*Task statement*
Tally up the lines in the material where the word "bridge" appears, then give the total and nothing else.

------ Records provided

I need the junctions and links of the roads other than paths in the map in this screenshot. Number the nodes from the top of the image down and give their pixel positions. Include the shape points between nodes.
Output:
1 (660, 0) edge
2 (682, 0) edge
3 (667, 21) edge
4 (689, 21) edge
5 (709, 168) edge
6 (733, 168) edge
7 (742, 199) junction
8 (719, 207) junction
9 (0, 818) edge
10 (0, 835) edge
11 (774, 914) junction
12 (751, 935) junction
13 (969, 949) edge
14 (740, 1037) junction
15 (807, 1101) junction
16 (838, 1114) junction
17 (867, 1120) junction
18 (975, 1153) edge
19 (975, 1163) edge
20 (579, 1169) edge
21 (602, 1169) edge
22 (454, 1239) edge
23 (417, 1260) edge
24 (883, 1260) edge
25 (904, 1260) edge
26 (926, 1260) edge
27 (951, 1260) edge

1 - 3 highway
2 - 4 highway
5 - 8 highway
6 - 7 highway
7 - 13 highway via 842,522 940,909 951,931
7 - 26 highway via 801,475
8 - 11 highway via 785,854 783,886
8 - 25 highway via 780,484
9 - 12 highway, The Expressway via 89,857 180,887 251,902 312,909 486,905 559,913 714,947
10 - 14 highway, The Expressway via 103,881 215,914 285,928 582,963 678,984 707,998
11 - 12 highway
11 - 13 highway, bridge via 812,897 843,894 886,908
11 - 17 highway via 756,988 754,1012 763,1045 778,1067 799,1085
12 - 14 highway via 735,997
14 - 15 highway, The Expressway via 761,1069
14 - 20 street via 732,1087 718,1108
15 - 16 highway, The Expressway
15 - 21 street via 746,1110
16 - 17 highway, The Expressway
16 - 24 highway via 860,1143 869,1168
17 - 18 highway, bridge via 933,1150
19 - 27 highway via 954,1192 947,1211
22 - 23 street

------------

*Finished task*
2